Either way, we've got two problems: Plastic runoff from rivers and fishing gear disposal. And both, I think, could be solved by simply providing cash for people who can verifiably dispose of plastics. Check out some nets and floats and line, check in a certain amount and you get money back. Because people are greedy and stupid we need to incentivize cleaning things up.

[–] JubilantJaguar 1 points 2 hours ago

Agreed. Great idea.

[–] [email protected] 2 points 19 hours ago* (last edited 18 hours ago)

So then isn't it 1/4 of a meaningless number? It seems like the specific impacts mentioned in the article (zinc,6PPD) are more relevant.

[–] [email protected] 31 points 1 day ago* (last edited 1 day ago) (1 children)

I've seen a similar number in a lot of proper scientific sources, so this article may be bunk, but the number is correct I think.

For example this article: https://doi.org/10.1016/j.scitotenv.2024.171003 They claim 27,26% in China.

And this article: https://www.rivm.nl/bibliotheek/rapporten/2024-0106.pdf They claim 24.88% in the EU and state it's among the biggest if not the biggest contributor to microplastics.

I'm all for debunking stuff, but about a quarter seems to be the currently accepted quantity to the best of our abilities to measure.

There is a bit of confusion between the amount tyres contribute into the ocean, how much into the ocean and waterways and how much in the environment as a whole. A lot of it ends up in the soil, so it doesn't contribute to plastics in the water, but still in the environment.

[–] [email protected] 4 points 18 hours ago

That was an interesting read. I guess tyre fragments (and industrial pellets) are just way bigger than the other big offenders, which would explain why they represent such a huge portion of the total mass, and why they are filtered out "easily". Overall it seems to me that we really need to categorize the different microplastics better, as the current definition (anything plastic 5mm and under) seems a bit too large, and with all the mix ups, you can always blame something else.

[–] [email protected] 121 points 1 day ago (8 children)

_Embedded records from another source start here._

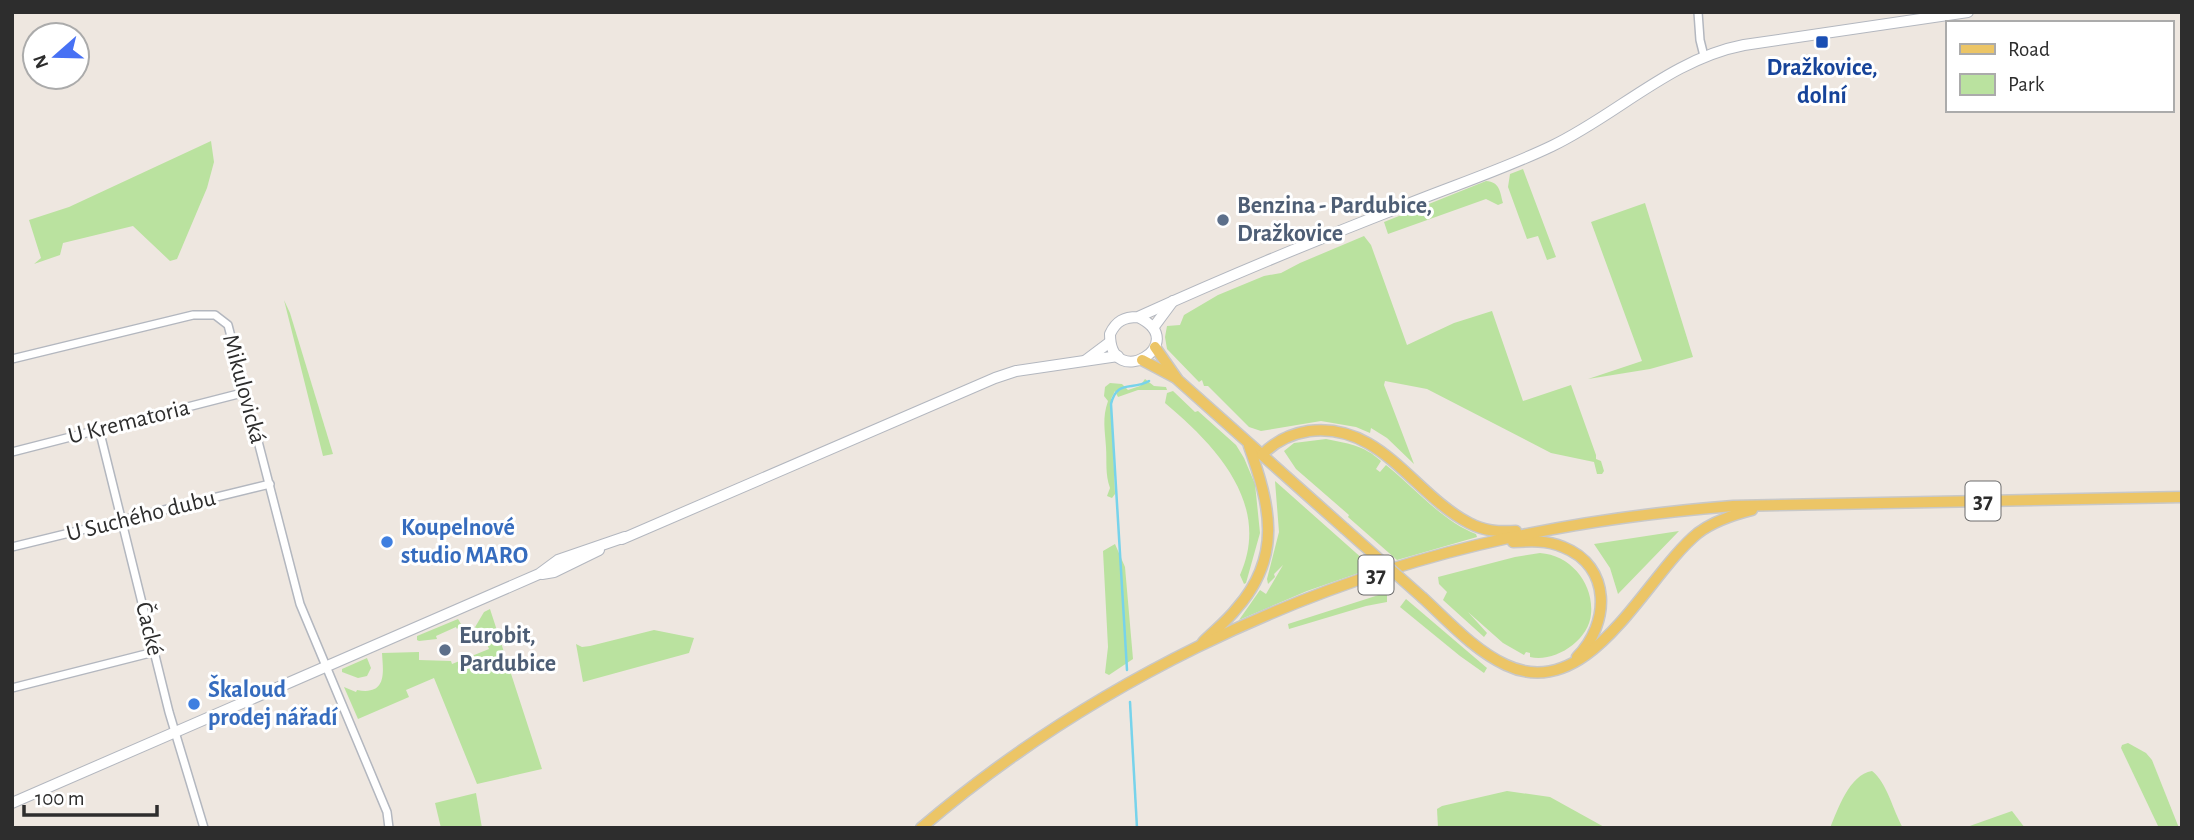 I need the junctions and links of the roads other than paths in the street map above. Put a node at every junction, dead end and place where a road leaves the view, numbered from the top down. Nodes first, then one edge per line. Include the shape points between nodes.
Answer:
1 (1698, 12) edge
2 (1968, 12) edge
3 (1927, 15) edge
4 (1704, 56) junction
5 (1174, 301) junction
6 (1138, 317) junction
7 (1153, 328) junction
8 (1110, 342) junction
9 (1155, 347) junction
10 (1118, 356) junction
11 (12, 359) edge
12 (1085, 360) junction
13 (1142, 360) junction
14 (1178, 380) junction
15 (246, 392) junction
16 (99, 429) junction
17 (1248, 443) junction
18 (12, 452) edge
19 (1262, 456) junction
20 (270, 484) junction
21 (2182, 497) edge
22 (1784, 504) junction
23 (122, 520) junction
24 (1554, 528) junction
25 (625, 537) junction
26 (1483, 544) junction
27 (12, 547) edge
28 (539, 574) junction
29 (1196, 649) junction
30 (154, 652) junction
31 (326, 667) junction
32 (1563, 667) junction
33 (12, 688) edge
34 (176, 732) junction
35 (12, 803) edge
36 (205, 828) edge
37 (389, 828) edge
38 (921, 828) edge

1 - 4 street
2 - 3 main road
3 - 4 main road via 1744,45
4 - 5 main road via 1550,147
5 - 6 main road
5 - 7 main road
6 - 7 main road
6 - 8 main road via 1119,321
7 - 9 main road
8 - 10 main road
8 - 12 main road
9 - 13 main road
9 - 14 main road
10 - 12 main road
10 - 13 main road
11 - 15 street, Mikulovická via 193,315 215,315 232,334
12 - 25 main road via 995,377
13 - 14 main road
14 - 17 main road
15 - 16 street, U Krematoria
15 - 20 street, Mikulovická
16 - 18 street, U Krematoria
16 - 23 street, Čacké
17 - 19 main road
17 - 29 main road via 1266,498 1265,558 1237,610
19 - 24 main road via 1277,442 1296,434 1344,433 1378,449 1470,523 1499,532
19 - 32 main road, bridge via 1474,644 1516,669 1536,673
20 - 23 street, U Suchého dubu
20 - 31 street, Mikulovická via 300,604
21 - 22 main road, 37
22 - 24 main road, 37 via 1663,512
22 - 32 main road via 1727,517 1701,531 1599,645
23 - 27 street, U Suchého dubu
23 - 30 street, Čacké
24 - 26 main road, 37
25 - 28 main road via 563,568
25 - 28 main road via 552,563
26 - 29 main road, 37 via 1323,594
26 - 32 main road via 1534,541 1556,545 1573,552 1588,567 1600,592 1600,618 1588,645
28 - 31 main road
29 - 38 main road, 37 via 1043,738
30 - 33 street
30 - 34 street, Čacké
31 - 34 main road
31 - 37 street, Mikulovická via 387,813
34 - 35 main road
34 - 36 street, Čacké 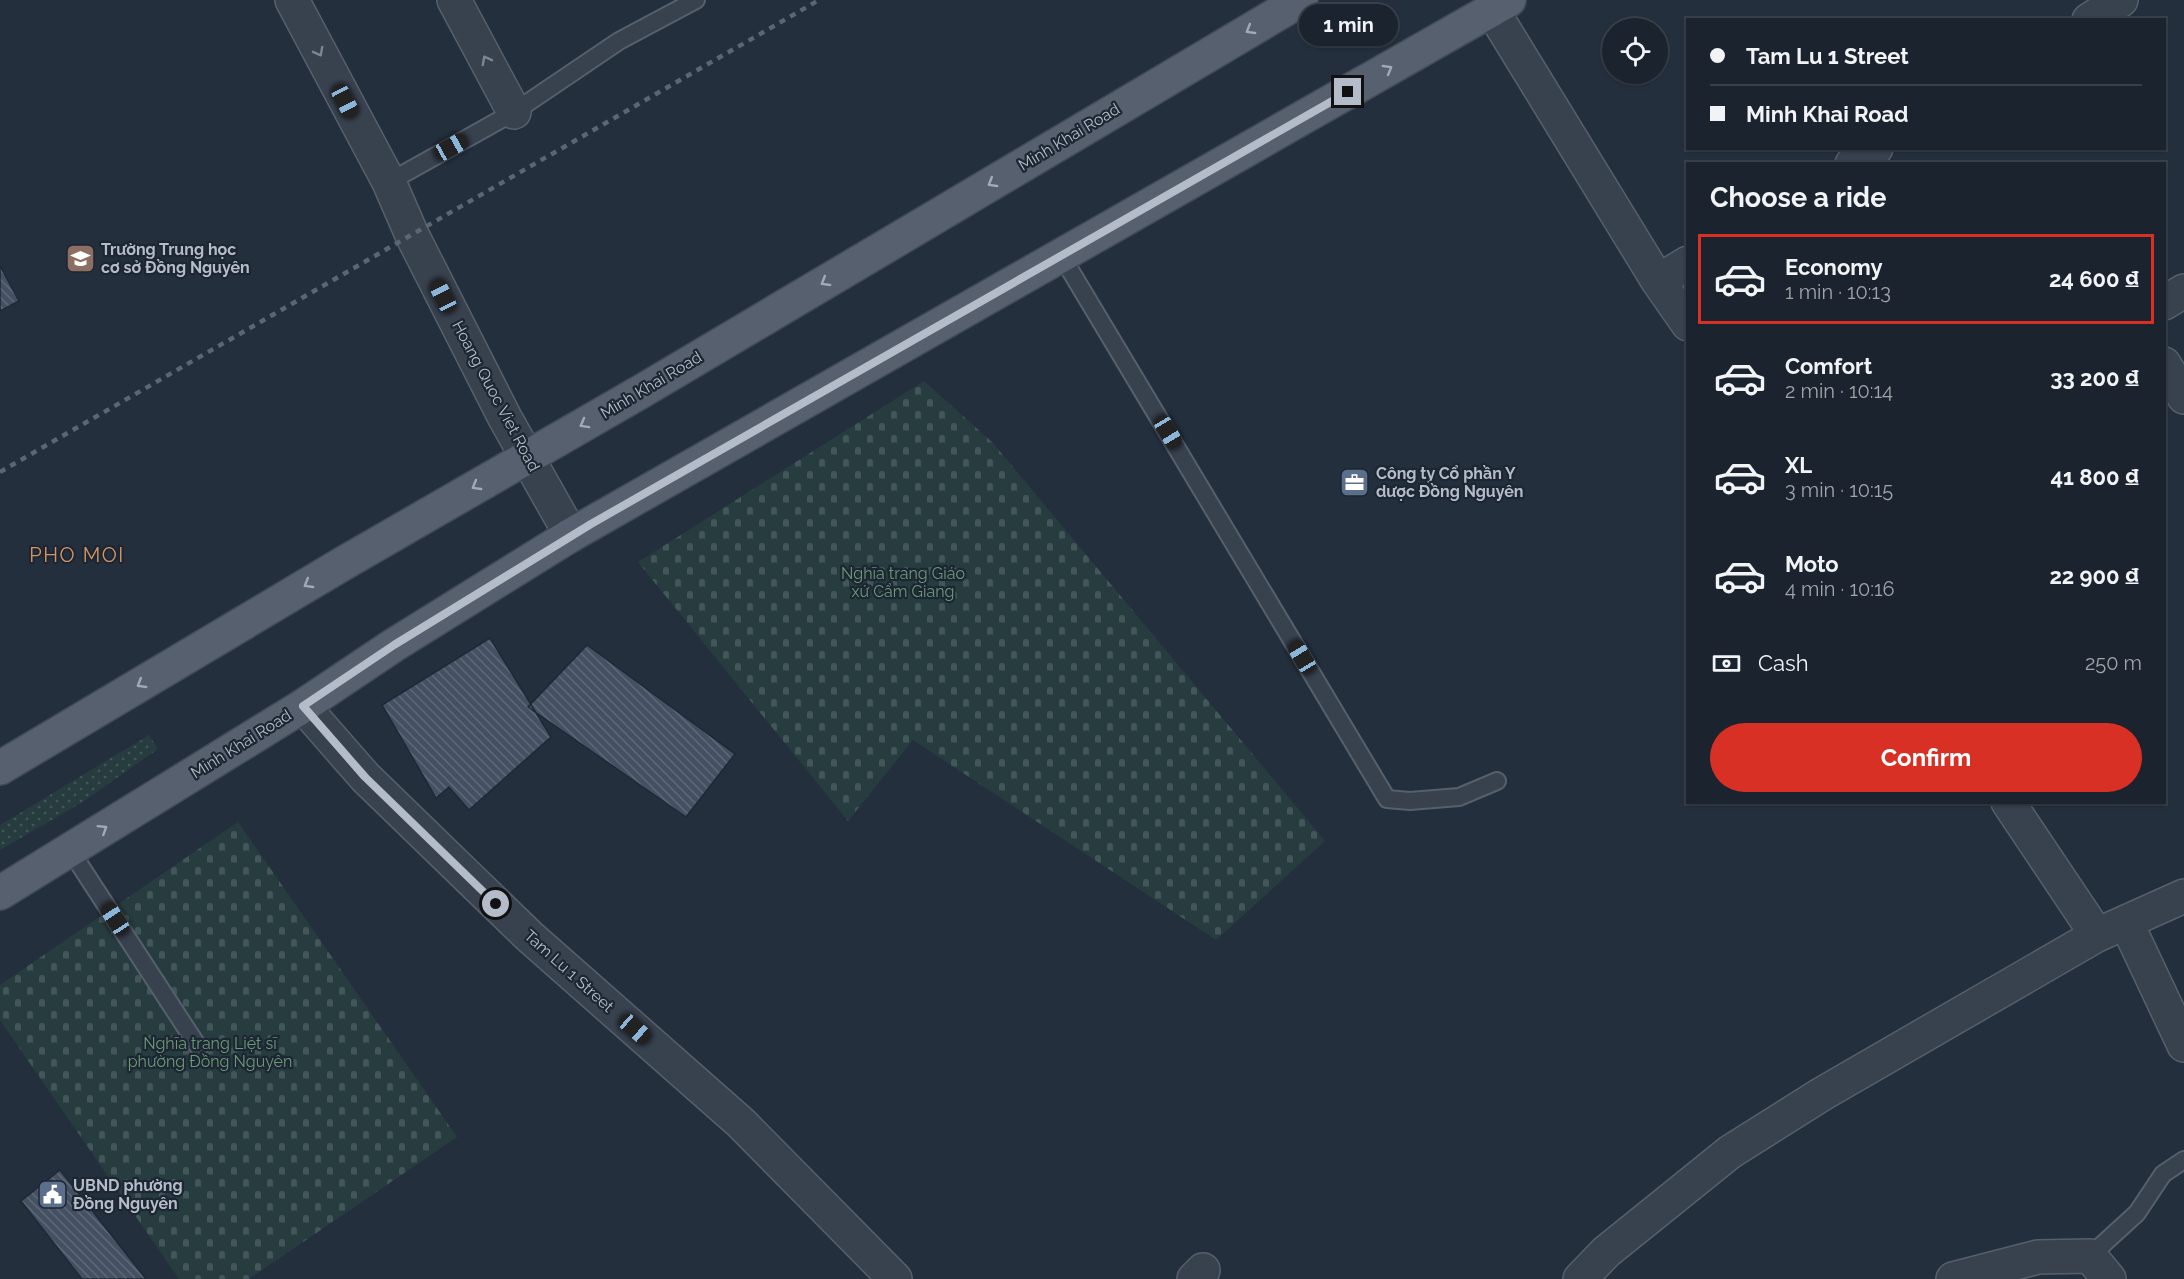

Geez, here is another issue for which we've known about for 40 or so years that requires "urgent Action" for the past 40 years already

Wake me up when we finally do something

[–] [email protected] 46 points 1 day ago* (last edited 1 day ago) (5 children)

Boomers have categorically chosen apathy in favor of their own self interests since 1970. By the late 90s, they were a wrecking ball.

load more comments (5 replies)
load more comments (7 replies)
[–] [email protected] 48 points 1 day ago (2 children)

This is also yet another reason SUVs are bad: bigger tyres, higher weight, more wear, more pollution.

It's also another reason to have lower speed limits: less friction, less wear, less pollution.

[–] Semi_Hemi_Demigod 2 points 9 hours ago

I learned recently that speed limits are determined by studying the speeds driven and setting them at the 85th percentile.

So what we can do to lower speed limits is to find a place they're doing a traffic study and repeatedly drive over them at very low speeds.

[–] [email protected] 57 points 1 day ago (1 children)

You want trains because they are good for the environment.

I want trains because chugga chugga choo choo.

We are not the same.

load more comments (1 replies)
[–] [email protected] 148 points 1 day ago (7 children)

If only there was an alternative.
What if we replace vulcanized rubber with a metal ring 🤔

[–] sandwichwhiplashparrot 134 points 1 day ago (1 children)

Maybe it could also run on some kind of metal street, to further reduce friction? 🤔

[–] mojofrododojo 96 points 1 day ago (1 children)

we could probably manage traffic much easier if switching was controlled vs. random drivers...

[–] [email protected] 70 points 1 day ago (10 children)

While we're at it, maybe we could install some powerlines to provide the vehicles with electricity. That way they could run on renewable energy.

load more comments (10 replies)
load more comments (6 replies)
[–] [email protected] 55 points 1 day ago (11 children)

The other big offender are synthetic textiles btw.